Hugo Evangelista da Silva*
A história tantas vezes dita pelos compositores do genial “Samba de Orly” dando conta da participação do, também genial, poeta Vinicius de Moraes na composição dessa obra-prima é de toda singular. Conto-lhes: O encontro que incluiu o poeta na autoria da composição aconteceu quando o samba já estava pronto. Assim, apresentaram-lhe a letra da música e com ela o pedido de que ele – Vinicius – acrescentasse ali mais algum verso.

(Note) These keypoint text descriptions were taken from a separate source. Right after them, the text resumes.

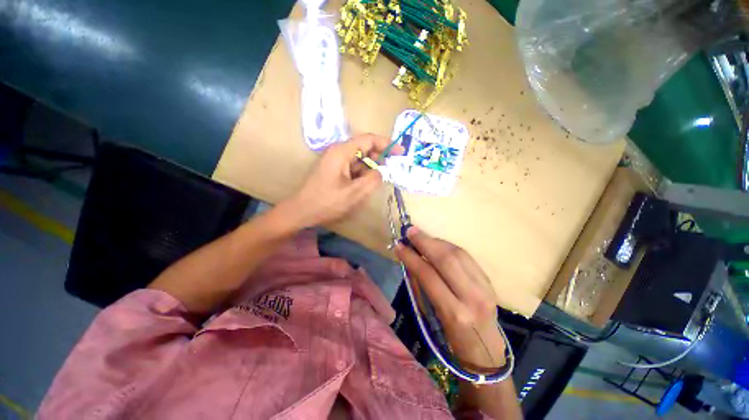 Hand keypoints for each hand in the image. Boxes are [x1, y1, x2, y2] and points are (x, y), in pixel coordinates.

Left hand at [281, 134, 401, 228]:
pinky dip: (361, 175)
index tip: (400, 152)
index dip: (386, 144)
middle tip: (389, 170)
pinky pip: (352, 168)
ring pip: (358, 160)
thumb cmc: (326, 202)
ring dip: (369, 169)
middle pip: (363, 148)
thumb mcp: (354, 193)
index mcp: (342, 152)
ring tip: (373, 184)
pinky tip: (362, 187)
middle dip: (378, 158)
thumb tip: (380, 172)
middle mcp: (338, 152)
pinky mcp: (333, 170)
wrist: (301, 211)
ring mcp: (335, 161)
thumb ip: (372, 180)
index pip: (368, 139)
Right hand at [395, 227, 506, 371]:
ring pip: (458, 254)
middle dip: (425, 242)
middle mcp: (472, 297)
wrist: (486, 349)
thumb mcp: (433, 315)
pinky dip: (448, 246)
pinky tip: (438, 244)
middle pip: (446, 260)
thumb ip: (423, 285)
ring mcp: (485, 287)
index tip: (399, 246)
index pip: (429, 275)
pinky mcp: (489, 281)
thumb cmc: (453, 337)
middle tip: (410, 232)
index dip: (412, 257)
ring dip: (436, 241)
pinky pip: (466, 256)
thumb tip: (411, 259)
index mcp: (454, 312)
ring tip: (421, 236)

O “poetinha” tomou do papel, leu os versos já escritos, e em seguida propôs a substituição do verso que dizia: “Pede perdão pela duração dessa temporada ... “ sugerindo ao seu lugar o verso que acabara de compor: “Pede perdão pela omissão um tanto forçada ... “ ao que os compositores – Chico e Toquinho – aquiesceram. Refeita a letra, encaminharam o samba ao crivo do censor de plantão, conquanto estivéssemos em tempos de exceção, que ao ler seus versos decidiu-se por “censurar” justamente a frase substituta do poeta, voltando o samba ao status quo anterior. Detalhe: A participação de Vinicius na composição do samba, entretanto, restou mantida por seus colegas!

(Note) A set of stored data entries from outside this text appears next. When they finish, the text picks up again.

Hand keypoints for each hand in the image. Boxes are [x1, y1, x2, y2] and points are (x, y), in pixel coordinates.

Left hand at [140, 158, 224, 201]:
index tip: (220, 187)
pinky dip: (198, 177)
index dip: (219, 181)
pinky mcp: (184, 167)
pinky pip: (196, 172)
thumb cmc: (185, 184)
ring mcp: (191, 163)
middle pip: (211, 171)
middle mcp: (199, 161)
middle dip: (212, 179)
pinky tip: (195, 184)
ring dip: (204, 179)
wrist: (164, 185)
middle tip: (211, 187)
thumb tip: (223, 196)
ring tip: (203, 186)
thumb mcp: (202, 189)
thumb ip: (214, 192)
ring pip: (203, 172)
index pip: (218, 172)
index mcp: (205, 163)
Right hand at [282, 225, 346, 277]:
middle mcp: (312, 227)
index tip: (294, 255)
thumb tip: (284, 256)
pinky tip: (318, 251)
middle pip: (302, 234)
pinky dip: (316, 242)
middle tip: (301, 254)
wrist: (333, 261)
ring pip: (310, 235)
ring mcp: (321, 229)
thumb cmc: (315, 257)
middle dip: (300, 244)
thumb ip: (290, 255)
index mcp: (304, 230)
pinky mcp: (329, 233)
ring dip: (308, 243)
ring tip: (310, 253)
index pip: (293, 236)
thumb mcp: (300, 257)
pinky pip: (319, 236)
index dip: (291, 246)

Guardadas as devidas proporções, ouso dizer que a mim aconteceu algo similar!
Digo-lhes: Faz algum tempo, ocorreu-me encontrar num fim de tarde um dos mais produtivos sambistas do bairro – Santa Bárbara – que por seus reconhecidos méritos, integra em posição privilegiada a ala de compositores de nossa Escola – minha queridíssima ASFALTÃO – e transita com inigualável desenvoltura em meio as demais co-irmãs de nossa cidade, sendo, por isso, convidado ocasionalmente a compor seus sambas de enredo. Nos momentos de folga, nosso sambista, instala-se na acolhedora calçada do “bar do CALIXTO”, onde possui cadeira cativa, e, aproveitando-se do frescor da brisa soprada morro acima a partir do nosso rio madeira, entre uma prosa e outra ou um gole e outro, encontra a inspiração que lhe falte à composição de seus sambas. Refiro-me ao singular Mávilo Melo!

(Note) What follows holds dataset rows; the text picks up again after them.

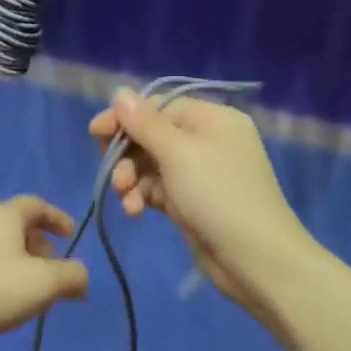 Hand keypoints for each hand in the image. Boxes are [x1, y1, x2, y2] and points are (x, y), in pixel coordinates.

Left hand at [0, 196, 89, 350]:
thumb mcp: (43, 284)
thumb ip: (71, 277)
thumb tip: (81, 276)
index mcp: (5, 215)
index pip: (36, 204)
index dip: (57, 217)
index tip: (70, 235)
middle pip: (17, 226)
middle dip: (39, 245)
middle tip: (55, 270)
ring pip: (0, 248)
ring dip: (21, 264)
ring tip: (33, 293)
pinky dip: (1, 277)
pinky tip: (4, 304)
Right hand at [87, 88, 302, 313]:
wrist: (255, 259)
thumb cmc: (218, 194)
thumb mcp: (178, 153)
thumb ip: (145, 122)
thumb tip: (120, 92)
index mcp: (211, 119)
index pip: (158, 107)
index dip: (125, 118)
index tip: (95, 132)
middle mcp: (206, 141)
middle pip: (151, 136)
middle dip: (126, 154)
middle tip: (112, 174)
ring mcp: (198, 173)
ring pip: (150, 165)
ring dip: (131, 179)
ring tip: (125, 197)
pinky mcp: (190, 202)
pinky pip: (156, 189)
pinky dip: (142, 197)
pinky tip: (135, 211)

Naquele encontro, cumpridas as formalidades que recomendam sua boa educação, convidou-me a sentar-me à mesa e mostrou-me a sinopse que lhe fora passada por uma Escola de Samba com o pedido de que ele compusesse o samba de enredo que, naquele ano, haveria de embalar o desfile da Escola na “avenida”. Li o documento em rápidas vistas e ao concluir a leitura, perguntei-lhe: “Vais fazer o samba?” Ele respondeu-me: “Está quase pronto!” Em seguida, tomou de alguns papeis que, em tintas ainda frescas, guardavam os versos que ditariam o samba encomendado, e pediu-me: “Faça suas considerações!”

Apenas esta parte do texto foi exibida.